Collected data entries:
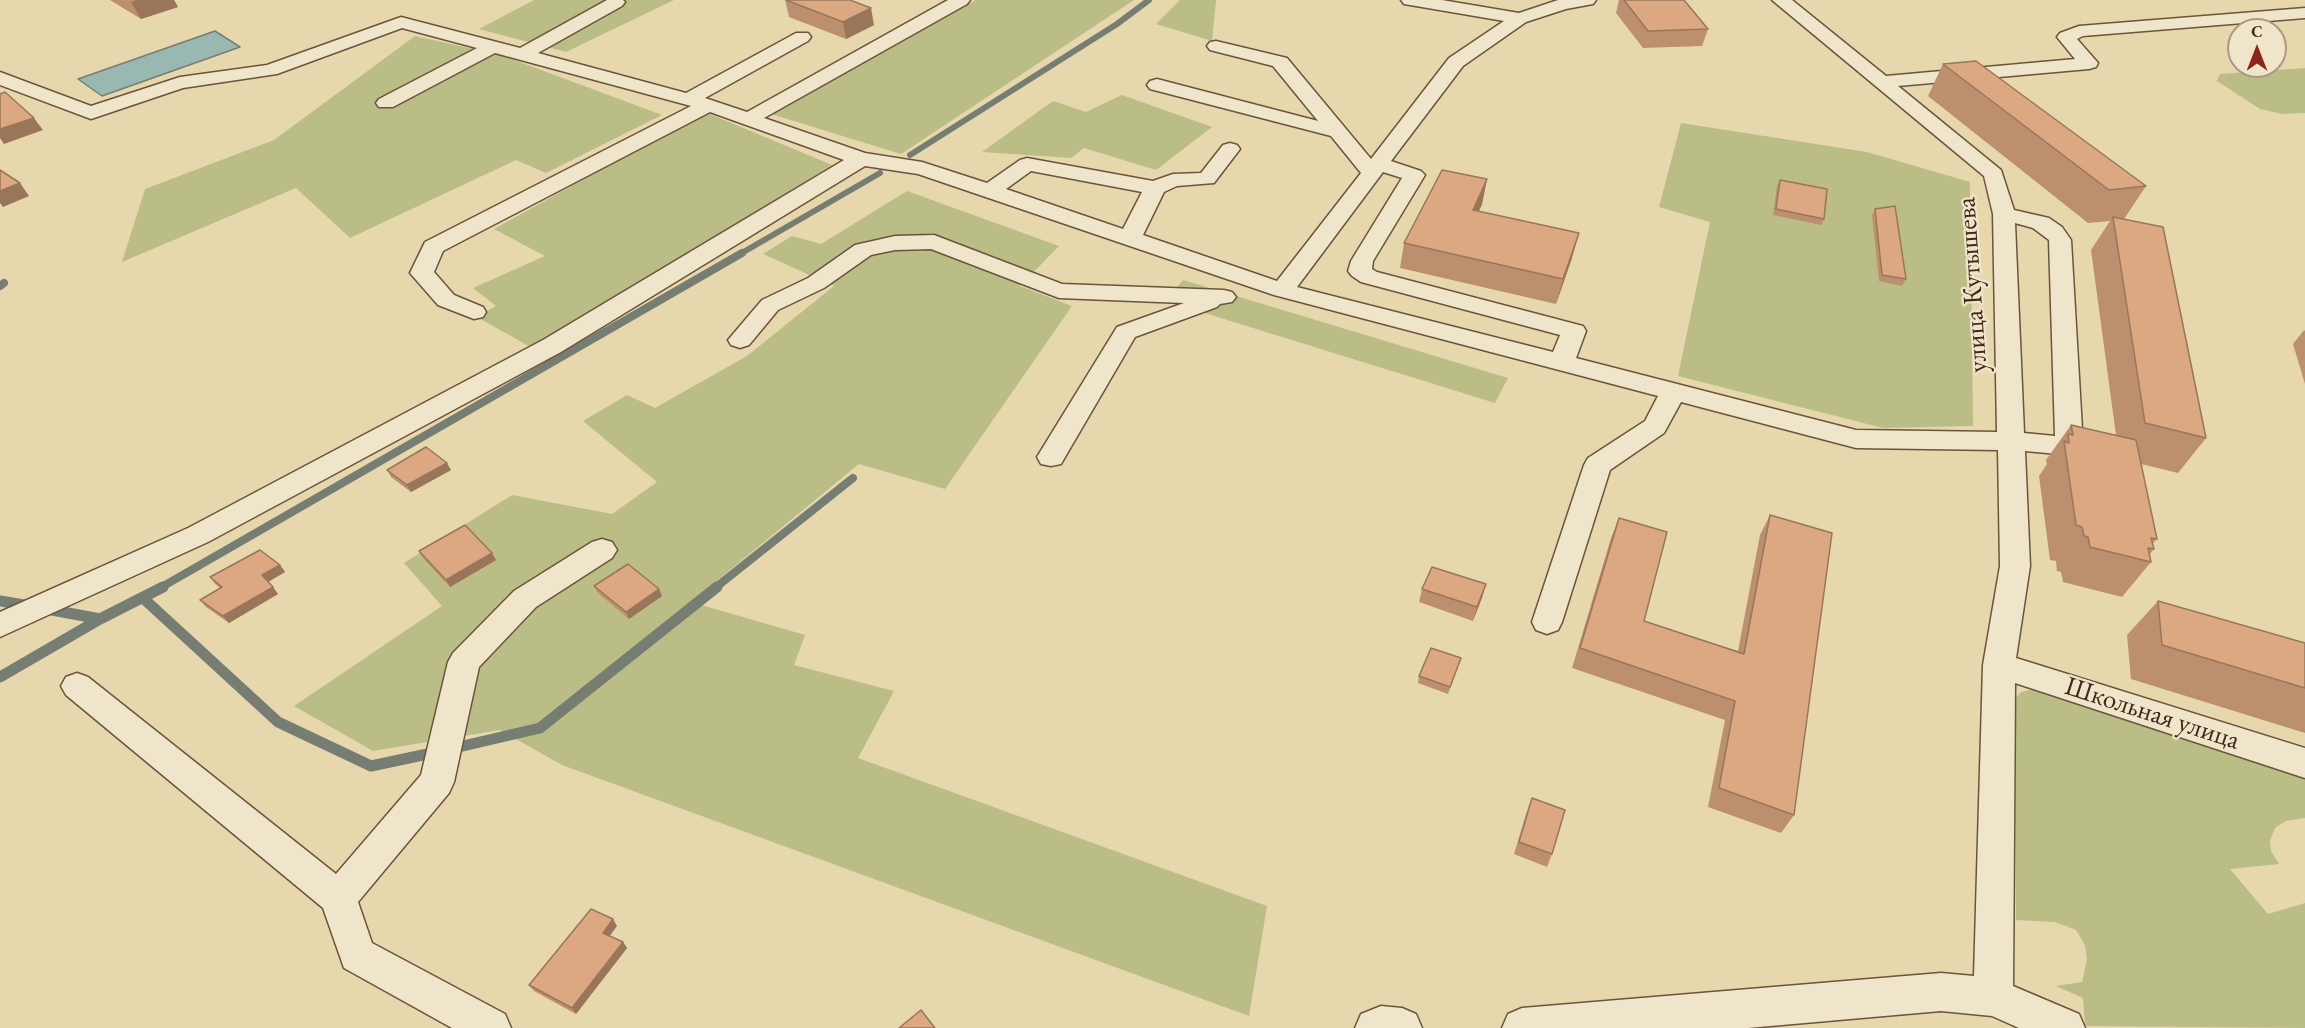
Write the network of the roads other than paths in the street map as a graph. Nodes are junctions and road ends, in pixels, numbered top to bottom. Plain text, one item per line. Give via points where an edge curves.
1 (961, 0) edge
2 (1410, 0) edge
3 (1587, 0) edge
4 (1781, 0) edge
5 (616, 2) dead end
6 (2305, 13) edge
7 (1520, 18) junction
8 (802, 37) dead end
9 (495, 46) junction
10 (1216, 46) dead end
11 (523, 54) junction
12 (0, 78) edge
13 (1883, 82) junction
14 (1157, 85) dead end
15 (687, 100) junction
16 (386, 103) dead end
17 (709, 105) junction
18 (748, 119) junction
19 (1338, 132) junction
20 (1230, 149) dead end
21 (861, 159) junction
22 (1376, 168) junction
23 (1155, 188) junction
24 (990, 191) junction
25 (2004, 214) junction
26 (1130, 238) junction
27 (1282, 290) junction
28 (1224, 297) junction
29 (474, 312) dead end
30 (740, 340) dead end
31 (1562, 363) junction
32 (1674, 391) junction
33 (2011, 441) junction
34 (1051, 457) dead end
35 (602, 550) dead end
36 (1547, 622) dead end
37 (0, 625) edge
38 (2000, 665) junction
39 (77, 686) dead end
40 (2305, 763) edge
41 (338, 898) junction
42 (1993, 997) junction
43 (491, 1028) edge
44 (1375, 1028) edge
45 (1402, 1028) edge
46 (1522, 1028) edge
47 (2066, 1028) edge

1 - 18 street
2 - 7 street
3 - 7 street
4 - 13 street, улица Кутышева
5 - 11 street
6 - 13 street via 2079,31 2066,37 2089,63
7 - 22 street via 1456,62
8 - 15 street
9 - 11 street
9 - 12 street via 401,22 270,70 180,83 91,113
9 - 16 street
10 - 19 street via 1280,62
11 - 15 street
13 - 25 street, улица Кутышева via 1994,174
14 - 19 street
15 - 17 street
17 - 18 street
17 - 29 street via 433,247 422,273 446,300
18 - 21 street
19 - 22 street
20 - 23 street via 1207,179 1173,180
21 - 24 street via 922,168
21 - 37 street via 552,346 198,535
22 - 27 street
22 - 31 street via 1414,175 1362,261 1360,271 1369,277 1574,331
23 - 24 street via 1027,164
23 - 26 street
24 - 26 street
25 - 33 street, улица Кутышева
25 - 33 street via 2041,223 2060,240 2069,446
26 - 27 street
27 - 28 street
27 - 31 street
28 - 30 street via 1059,291 934,242 895,243 863,250 816,283 770,305
28 - 34 street via 1126,332
31 - 32 street
32 - 33 street via 1856,439
32 - 36 street via 1655,428 1598,465
33 - 38 street, улица Кутышева via 2015,567
35 - 41 street via 525,599 464,662 437,782
38 - 40 street, Школьная улица
38 - 42 street, улица Кутышева
39 - 41 street
41 - 43 street via 357,955
42 - 46 street via 1941,992
42 - 47 street
44 - 45 street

TASK DESCRIPTION: Reproduce every entry word for word, but omit the pictures.

YOUR RESPONSE:
Write the network of the roads other than paths in the street map as a graph. Nodes are junctions and road ends, in pixels, numbered top to bottom. Plain text, one item per line. Give via points where an edge curves.
1 (961, 0) edge
2 (1410, 0) edge
3 (1587, 0) edge
4 (1781, 0) edge
5 (616, 2) dead end
6 (2305, 13) edge
7 (1520, 18) junction
8 (802, 37) dead end
9 (495, 46) junction
10 (1216, 46) dead end
11 (523, 54) junction
12 (0, 78) edge
13 (1883, 82) junction
14 (1157, 85) dead end
15 (687, 100) junction
16 (386, 103) dead end
17 (709, 105) junction
18 (748, 119) junction
19 (1338, 132) junction
20 (1230, 149) dead end
21 (861, 159) junction
22 (1376, 168) junction
23 (1155, 188) junction
24 (990, 191) junction
25 (2004, 214) junction
26 (1130, 238) junction
27 (1282, 290) junction
28 (1224, 297) junction
29 (474, 312) dead end
30 (740, 340) dead end
31 (1562, 363) junction
32 (1674, 391) junction
33 (2011, 441) junction
34 (1051, 457) dead end
35 (602, 550) dead end
36 (1547, 622) dead end
37 (0, 625) edge
38 (2000, 665) junction
39 (77, 686) dead end
40 (2305, 763) edge
41 (338, 898) junction
42 (1993, 997) junction
43 (491, 1028) edge
44 (1375, 1028) edge
45 (1402, 1028) edge
46 (1522, 1028) edge
47 (2066, 1028) edge

1 - 18 street
2 - 7 street
3 - 7 street
4 - 13 street, улица Кутышева
5 - 11 street
6 - 13 street via 2079,31 2066,37 2089,63
7 - 22 street via 1456,62
8 - 15 street
9 - 11 street
9 - 12 street via 401,22 270,70 180,83 91,113
9 - 16 street
10 - 19 street via 1280,62
11 - 15 street
13 - 25 street, улица Кутышева via 1994,174
14 - 19 street
15 - 17 street
17 - 18 street
17 - 29 street via 433,247 422,273 446,300
18 - 21 street
19 - 22 street
20 - 23 street via 1207,179 1173,180
21 - 24 street via 922,168
21 - 37 street via 552,346 198,535
22 - 27 street
22 - 31 street via 1414,175 1362,261 1360,271 1369,277 1574,331
23 - 24 street via 1027,164
23 - 26 street
24 - 26 street
25 - 33 street, улица Кутышева
25 - 33 street via 2041,223 2060,240 2069,446
26 - 27 street
27 - 28 street
27 - 31 street
28 - 30 street via 1059,291 934,242 895,243 863,250 816,283 770,305
28 - 34 street via 1126,332
31 - 32 street
32 - 33 street via 1856,439
32 - 36 street via 1655,428 1598,465
33 - 38 street, улица Кутышева via 2015,567
35 - 41 street via 525,599 464,662 437,782
38 - 40 street, Школьная улица
38 - 42 street, улица Кутышева
39 - 41 street
41 - 43 street via 357,955
42 - 46 street via 1941,992
42 - 47 street
44 - 45 street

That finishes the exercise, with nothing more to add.